● Description of the task:
Your copy should hold only the lines from the one with "middle dip: (491, 174)" to the one with "index tip: (414, 277)", both included, each exactly as it stands below, with no pictures.

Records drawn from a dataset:
>>>

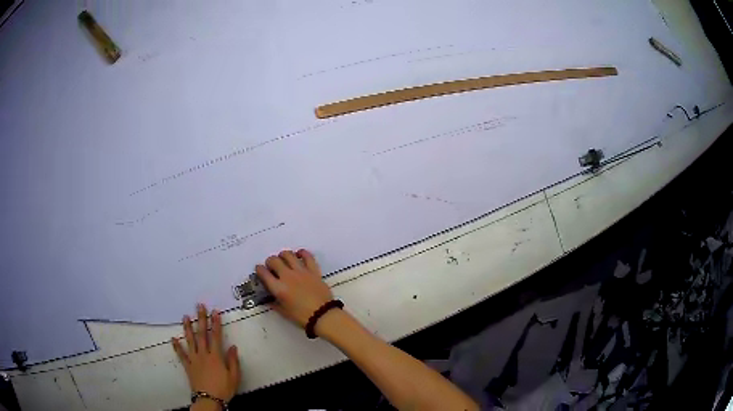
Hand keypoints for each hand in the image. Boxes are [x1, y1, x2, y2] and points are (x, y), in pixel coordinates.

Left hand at [172, 304, 240, 403]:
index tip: (215, 312)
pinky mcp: (188, 366)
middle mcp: (203, 354)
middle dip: (201, 319)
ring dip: (188, 328)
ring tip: (185, 316)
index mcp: (216, 356)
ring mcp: (194, 359)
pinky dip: (177, 346)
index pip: (215, 336)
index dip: (215, 323)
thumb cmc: (224, 388)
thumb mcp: (234, 376)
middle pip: (202, 334)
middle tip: (199, 306)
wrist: (209, 399)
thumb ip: (233, 361)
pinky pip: (181, 355)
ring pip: (190, 340)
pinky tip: (173, 339)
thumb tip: (233, 346)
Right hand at [255, 249, 333, 327]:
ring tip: (284, 260)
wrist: (323, 315)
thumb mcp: (284, 312)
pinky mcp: (314, 271)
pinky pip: (307, 256)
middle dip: (270, 262)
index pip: (263, 273)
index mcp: (279, 288)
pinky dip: (302, 253)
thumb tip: (269, 298)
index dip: (259, 269)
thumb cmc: (302, 316)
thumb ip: (274, 303)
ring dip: (283, 255)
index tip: (260, 270)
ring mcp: (301, 272)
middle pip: (274, 261)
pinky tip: (299, 254)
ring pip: (288, 255)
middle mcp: (288, 276)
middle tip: (272, 267)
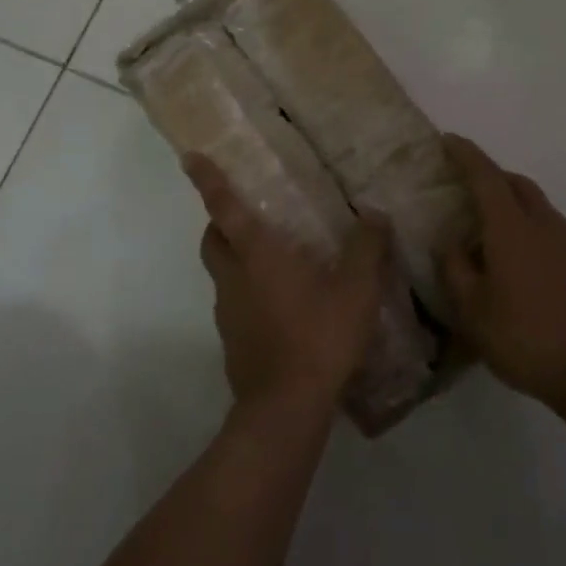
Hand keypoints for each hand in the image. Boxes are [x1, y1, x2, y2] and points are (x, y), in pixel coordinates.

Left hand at [184, 154, 388, 414]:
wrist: (286, 409)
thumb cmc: (319, 337)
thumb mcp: (356, 290)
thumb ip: (367, 249)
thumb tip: (375, 215)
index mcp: (257, 255)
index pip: (225, 207)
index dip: (208, 180)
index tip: (191, 157)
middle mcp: (233, 278)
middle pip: (212, 239)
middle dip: (219, 221)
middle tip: (246, 214)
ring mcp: (228, 312)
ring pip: (222, 273)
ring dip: (236, 259)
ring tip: (275, 262)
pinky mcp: (232, 341)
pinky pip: (234, 304)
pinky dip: (248, 294)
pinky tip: (281, 307)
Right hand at [440, 134, 565, 412]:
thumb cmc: (526, 338)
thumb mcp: (472, 311)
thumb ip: (455, 270)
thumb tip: (450, 244)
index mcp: (512, 229)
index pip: (486, 178)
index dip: (466, 156)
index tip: (448, 140)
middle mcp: (544, 226)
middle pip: (517, 184)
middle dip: (491, 174)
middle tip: (467, 183)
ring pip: (538, 206)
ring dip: (513, 201)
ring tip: (490, 223)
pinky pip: (551, 231)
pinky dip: (530, 227)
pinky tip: (519, 260)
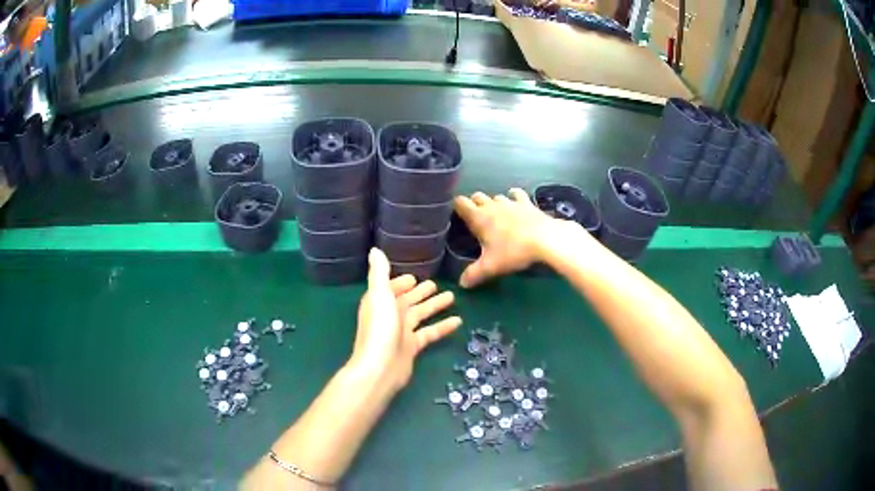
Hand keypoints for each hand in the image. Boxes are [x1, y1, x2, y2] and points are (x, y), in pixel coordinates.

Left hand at [349, 249, 461, 391]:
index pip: (390, 288)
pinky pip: (429, 332)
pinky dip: (442, 326)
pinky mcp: (413, 347)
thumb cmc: (380, 328)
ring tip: (451, 296)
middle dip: (419, 293)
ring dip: (434, 306)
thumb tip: (375, 250)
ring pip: (420, 315)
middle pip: (407, 301)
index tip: (414, 277)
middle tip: (435, 285)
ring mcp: (401, 332)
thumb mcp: (380, 295)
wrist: (380, 367)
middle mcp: (389, 315)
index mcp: (379, 302)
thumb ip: (379, 272)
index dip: (400, 282)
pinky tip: (458, 320)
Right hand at [454, 189, 585, 287]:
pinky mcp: (527, 203)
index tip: (456, 214)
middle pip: (477, 196)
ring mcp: (510, 202)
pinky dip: (514, 197)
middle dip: (475, 204)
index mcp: (479, 218)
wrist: (545, 239)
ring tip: (496, 214)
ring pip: (496, 196)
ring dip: (494, 202)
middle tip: (476, 218)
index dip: (456, 206)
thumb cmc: (513, 251)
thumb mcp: (491, 267)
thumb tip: (461, 284)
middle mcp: (492, 205)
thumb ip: (474, 274)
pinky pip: (517, 194)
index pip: (460, 203)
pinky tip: (516, 203)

<<<

● Written response:
middle dip: (491, 174)
middle tip: (467, 183)
ring pip: (538, 206)
ring dip: (513, 201)
ring tip: (490, 223)
pinky pip: (551, 231)
pinky dip: (530, 227)
pinky tip: (519, 260)
Hand keypoints for each hand in the image. Boxes are [x1, y1, x2, y2] and points are (x, y), in pixel coordinates.

Left hand at [349, 249, 461, 391]:
index pip: (390, 288)
pinky pip: (429, 332)
pinky dip: (442, 326)
pinky mcp: (413, 347)
thumb cmc: (380, 328)
ring tip: (451, 296)
middle dip: (419, 293)
ring dip: (434, 306)
thumb tip: (375, 250)
ring pip: (420, 315)
middle pip: (407, 301)
index tip: (414, 277)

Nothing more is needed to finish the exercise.